- **WHAT YOU ARE ASKED TO DO**: Give back the lines of the entries below exactly as written, from the first line to the line holding "middle pip: (133, 76)", both included, with the pictures omitted.

Keypoint coordinate data:
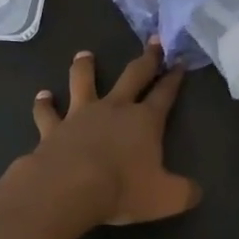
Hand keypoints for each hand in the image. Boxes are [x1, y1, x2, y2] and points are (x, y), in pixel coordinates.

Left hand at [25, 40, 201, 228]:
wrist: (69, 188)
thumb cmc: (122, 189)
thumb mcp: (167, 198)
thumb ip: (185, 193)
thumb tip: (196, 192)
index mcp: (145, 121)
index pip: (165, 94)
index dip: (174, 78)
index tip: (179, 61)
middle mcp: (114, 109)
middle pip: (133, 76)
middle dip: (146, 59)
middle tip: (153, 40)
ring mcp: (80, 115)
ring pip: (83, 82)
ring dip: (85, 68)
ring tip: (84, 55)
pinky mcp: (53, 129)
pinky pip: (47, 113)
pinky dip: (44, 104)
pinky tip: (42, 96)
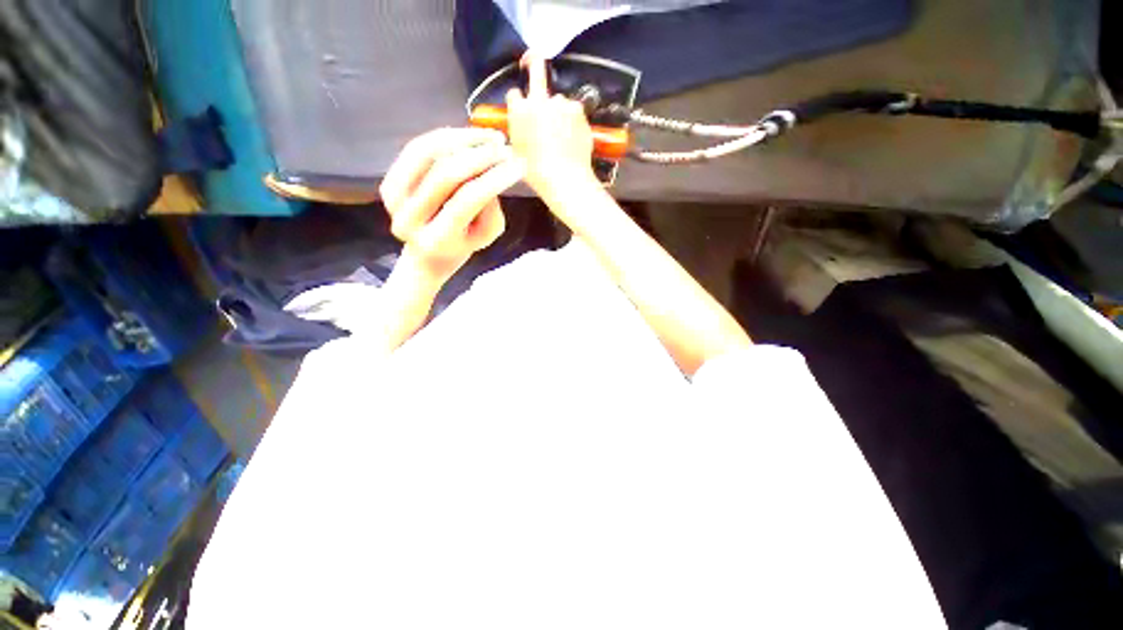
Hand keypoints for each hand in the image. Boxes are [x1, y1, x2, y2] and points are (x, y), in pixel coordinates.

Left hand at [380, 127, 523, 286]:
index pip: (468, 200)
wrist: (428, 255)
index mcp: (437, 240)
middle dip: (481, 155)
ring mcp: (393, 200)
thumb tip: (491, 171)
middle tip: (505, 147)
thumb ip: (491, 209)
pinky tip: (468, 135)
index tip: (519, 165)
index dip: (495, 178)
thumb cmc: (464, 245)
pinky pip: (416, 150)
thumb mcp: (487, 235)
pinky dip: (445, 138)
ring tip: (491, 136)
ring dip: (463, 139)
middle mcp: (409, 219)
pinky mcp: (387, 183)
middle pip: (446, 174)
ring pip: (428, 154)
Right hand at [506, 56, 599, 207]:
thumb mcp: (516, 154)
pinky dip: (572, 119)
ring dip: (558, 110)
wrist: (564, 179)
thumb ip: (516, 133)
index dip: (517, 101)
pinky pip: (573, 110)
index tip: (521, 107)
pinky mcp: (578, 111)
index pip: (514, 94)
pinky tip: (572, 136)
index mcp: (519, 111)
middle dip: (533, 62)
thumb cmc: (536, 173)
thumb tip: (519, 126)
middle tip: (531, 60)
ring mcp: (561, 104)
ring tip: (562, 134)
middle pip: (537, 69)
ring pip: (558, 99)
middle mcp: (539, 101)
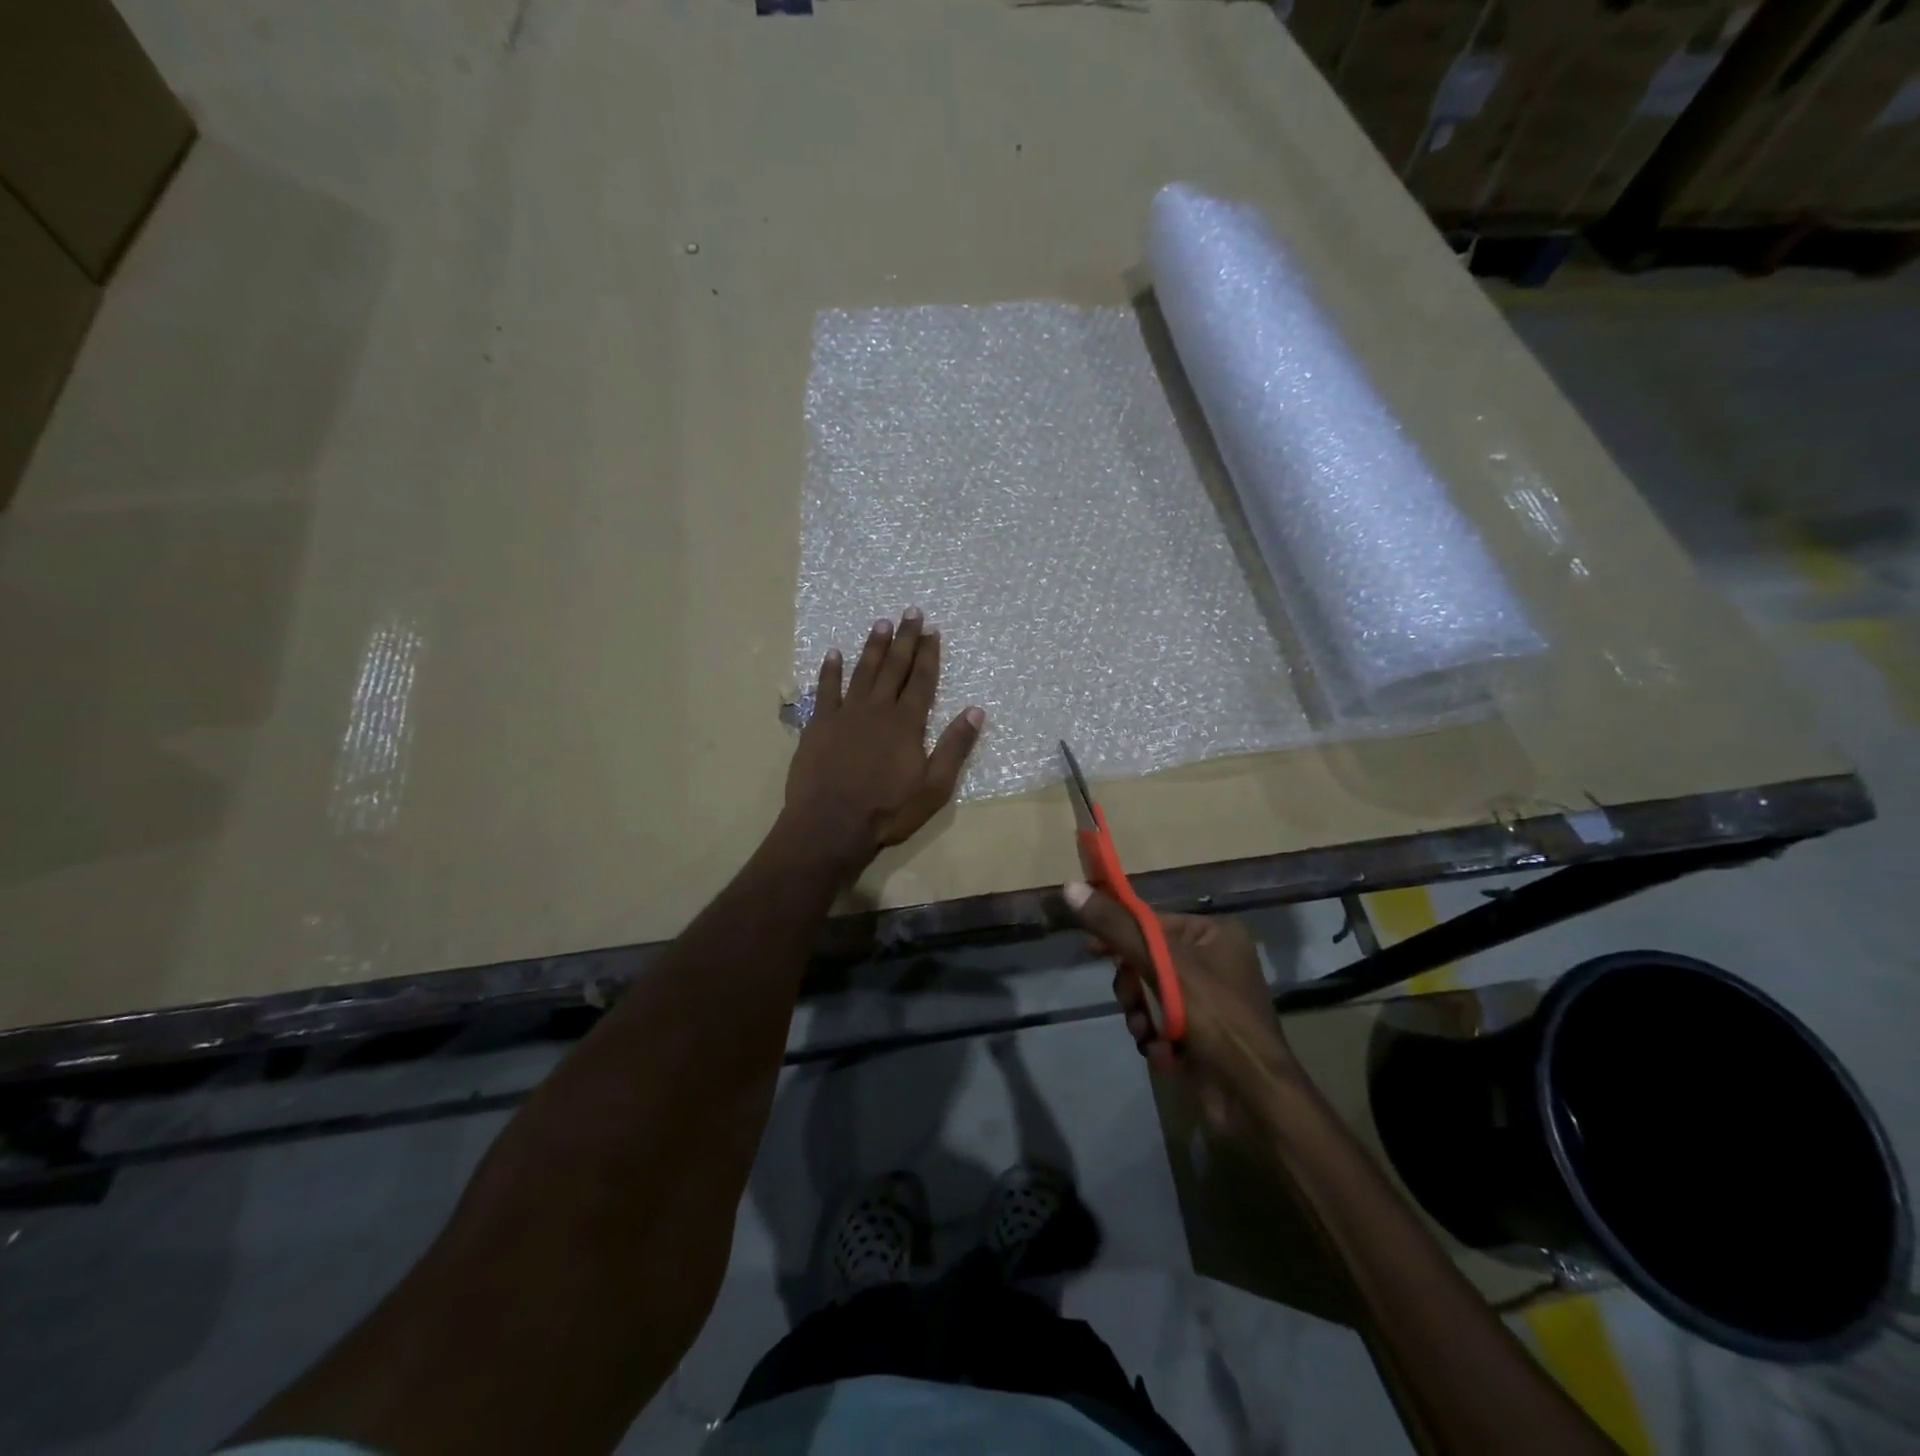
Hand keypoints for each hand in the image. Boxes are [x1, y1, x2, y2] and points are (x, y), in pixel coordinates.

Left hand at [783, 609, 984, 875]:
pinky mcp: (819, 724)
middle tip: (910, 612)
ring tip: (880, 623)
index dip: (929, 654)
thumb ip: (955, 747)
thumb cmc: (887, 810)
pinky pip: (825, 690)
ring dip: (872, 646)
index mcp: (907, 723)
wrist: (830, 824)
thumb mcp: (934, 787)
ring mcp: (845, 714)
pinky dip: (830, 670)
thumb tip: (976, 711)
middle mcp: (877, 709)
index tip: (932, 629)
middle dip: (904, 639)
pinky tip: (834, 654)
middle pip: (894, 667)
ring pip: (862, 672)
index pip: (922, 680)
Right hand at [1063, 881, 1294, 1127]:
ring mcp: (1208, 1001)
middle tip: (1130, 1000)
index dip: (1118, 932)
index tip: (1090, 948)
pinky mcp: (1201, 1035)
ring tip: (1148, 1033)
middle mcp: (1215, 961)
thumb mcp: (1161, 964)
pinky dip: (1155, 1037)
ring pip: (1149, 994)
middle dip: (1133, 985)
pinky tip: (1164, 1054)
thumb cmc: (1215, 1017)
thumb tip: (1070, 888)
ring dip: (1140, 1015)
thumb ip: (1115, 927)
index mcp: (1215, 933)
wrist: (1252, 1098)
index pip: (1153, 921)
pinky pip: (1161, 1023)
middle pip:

- **TASK ANSWER**:
Hand keypoints for each hand in the image. Boxes are [x1, y1, x2, y2] and points are (x, y), in pixel coordinates.

Left hand at [25, 40, 201, 228]:
wrist: (69, 188)
thumb cmc: (122, 189)
thumb mcp: (167, 198)
thumb ip: (185, 193)
thumb tip: (196, 192)
index mcp: (145, 121)
index pip: (165, 94)
index dip: (174, 78)
index tip: (179, 61)
middle mcp: (114, 109)
middle pip: (133, 76)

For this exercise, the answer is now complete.